The differences have been resolved and Catholic teaching is clear: Catholics have a moral duty to protect themselves and others from COVID-19 by being vaccinated. However, if given the choice, they should avoid the Johnson & Johnson vaccine, according to the Vatican and the U.S. Conference of Catholic Bishops.
Should they choose not to be vaccinated, they have a moral obligation to mask, socially distance and “do their utmost” to avoid becoming infected or infecting others, the Vatican said. Read more here.
– Elizabeth Weise
Duke reports highest number of positive cases in a single week
Duke University, already operating under lockdown to combat a rise in coronavirus infections, on Tuesday reported 231 cases from last week, almost as many as the school had the entire fall semester.
“This was the highest number of positive cases reported in a single week,” the school said in a statement. “The individuals who tested positive have been placed in isolation, while those identified as potential contacts have been placed in precautionary quarantine.”
The school issued a “stay in place” order Saturday, requiring students living in Duke-provided housing to remain in their residence hall room or apartment at all times except for essential activities related to food, health or safety. Students living off-campus are required to stay there, with a few exceptions.
Rush events by unaffiliated fraternities appear to be the main culprit for the outbreak.
“This (stay-in-place) action is necessary to contain the rapidly escalating number of COVID cases among Duke undergraduates, which is principally driven by students attending recruitment parties for selective living groups,” the university said.
US experts question EU decision to suspend AstraZeneca vaccine
Sweden on Tuesday joined the growing number of European nations suspending the use of AstraZeneca’s COVID-19 vaccine — a list that includes Germany, France, Spain and Italy — because of reports about a possible link to blood clots that the company and other experts say likely are unrelated to the vaccine. The temporary pause has been branded as irresponsible by some U.S. scientists, who say it threatens the global vaccination effort.
“It creates the perception that these vaccines are dangerous,” said Dr. Paul Offit, director of the Vaccine Education Center at Children’s Hospital of Philadelphia. “The only way out of this pandemic is by vaccination.”
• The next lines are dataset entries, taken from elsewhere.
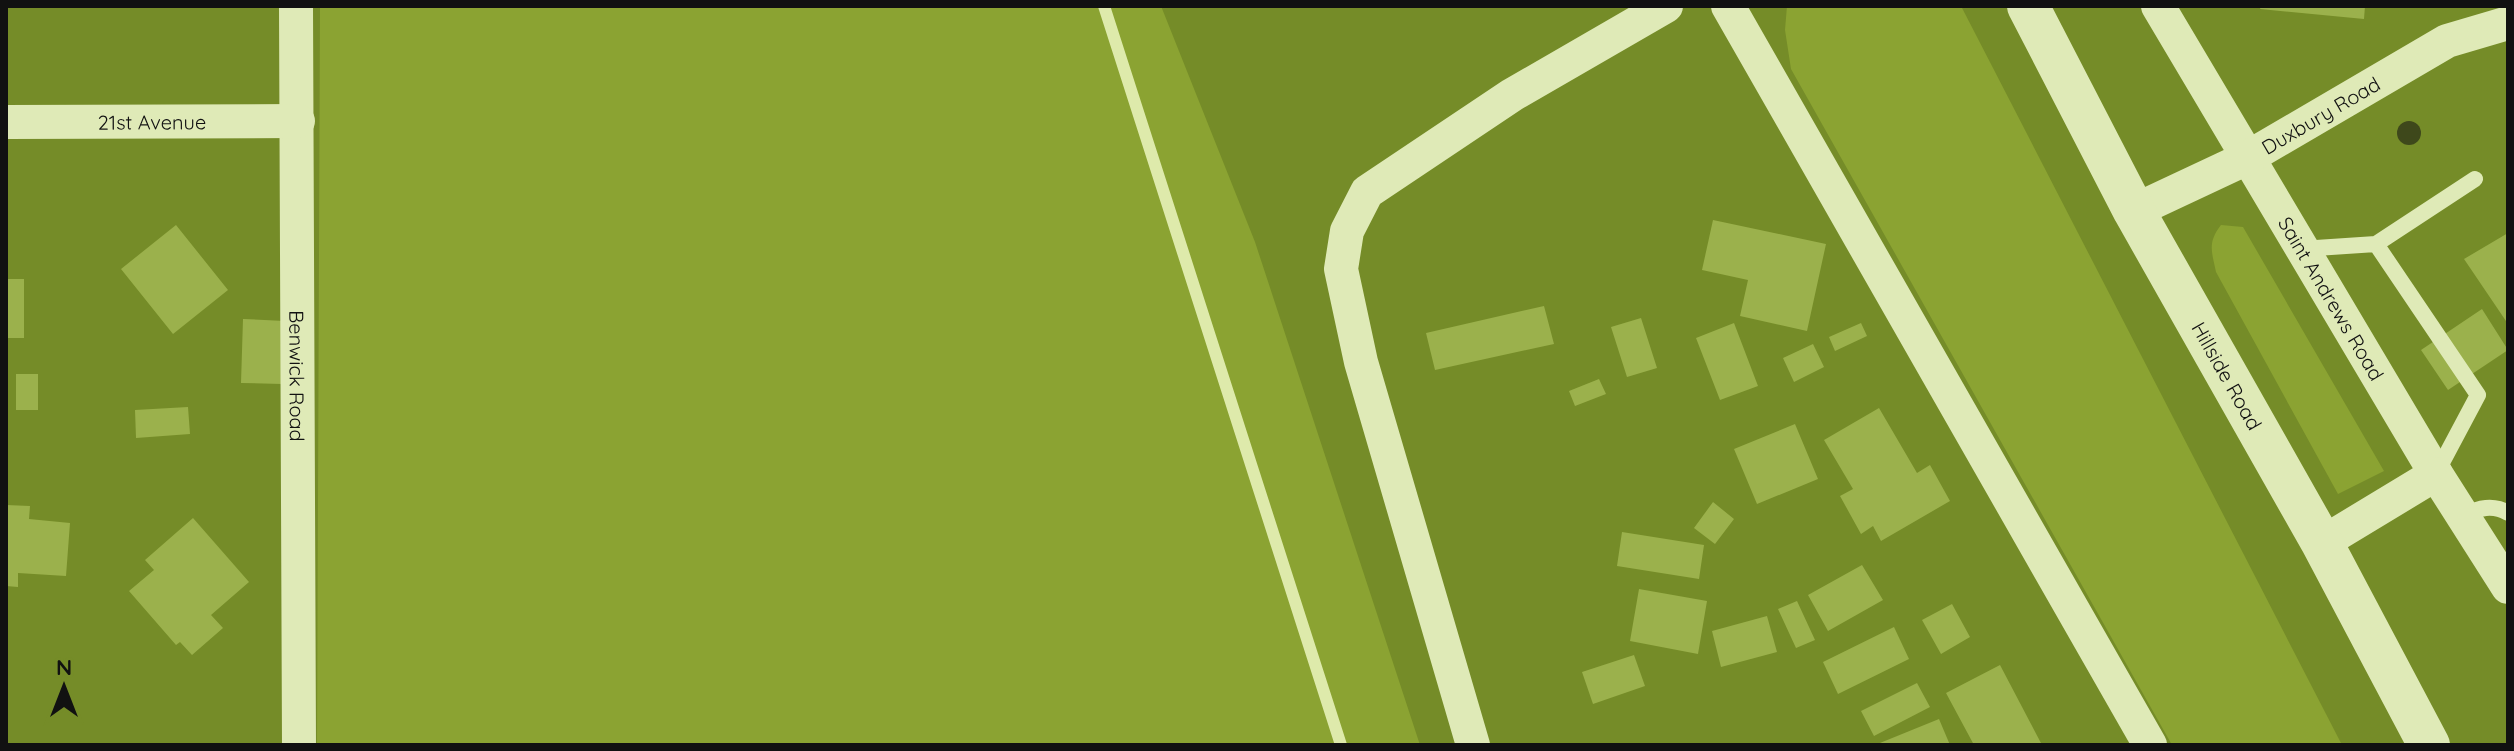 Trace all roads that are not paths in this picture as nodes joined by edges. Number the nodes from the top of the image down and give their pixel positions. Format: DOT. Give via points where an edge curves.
graph roads {
  1 [pos="296,6"];
  2 [pos="1666,6"];
  3 [pos="1728,6"];
  4 [pos="2028,6"];
  5 [pos="2158,6"];
  6 [pos="2508,23"];
  7 [pos="298,121"];
  8 [pos="6,122"];
  9 [pos="2247,158"];
  10 [pos="2475,179"];
  11 [pos="2134,211"];
  12 [pos="2376,244"];
  13 [pos="2301,249"];
  14 [pos="2436,474"];
  15 [pos="2508,513"];
  16 [pos="2463,515"];
  17 [pos="2322,543"];
  18 [pos="2508,587"];
  19 [pos="299,745"];
  20 [pos="1473,745"];
  21 [pos="2150,745"];
  22 [pos="2429,745"];
  1 -- 7 [label="street, Benwick Road"];
  2 -- 20 [label="street" via="1512,95 1367,192 1347,231 1341,269 1361,362"];
  3 -- 21 [label="street"];
  4 -- 11 [label="street, Hillside Road"];
  5 -- 9 [label="street, Saint Andrews Road"];
  6 -- 9 [label="street, Duxbury Road" via="2447,41"];
  7 -- 8 [label="street, 21st Avenue"];
  7 -- 19 [label="street, Benwick Road"];
  9 -- 11 [label="street, Duxbury Road"];
  9 -- 13 [label="street, Saint Andrews Road"];
  10 -- 12 [label="lane"];
  11 -- 17 [label="street, Hillside Road"];
  12 -- 13 [label="lane"];
  12 -- 14 [label="lane" via="2478,395"];
  13 -- 14 [label="street, Saint Andrews Road"];
  14 -- 16 [label="street, Saint Andrews Road"];
  14 -- 17 [label="street"];
  15 -- 16 [label="lane" via="2486,507"];
  16 -- 18 [label="street, Saint Andrews Road"];
  17 -- 22 [label="street, Hillside Road"];
}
The World Health Organization has urged countries to continue using the vaccine, saying there’s no evidence of a connection to blood clots. Canadian health authorities not only reaffirmed their belief that the AstraZeneca vaccine is safe, but changed their recommendation Tuesday so that the drug is available to people 65 years and over, as well.
Offit said taking the AstraZeneca vaccine off the market without strong supporting evidence could adversely impact the perception of other vaccines. “While it’s easy to scare people, it’s very hard to unscare them,” he said.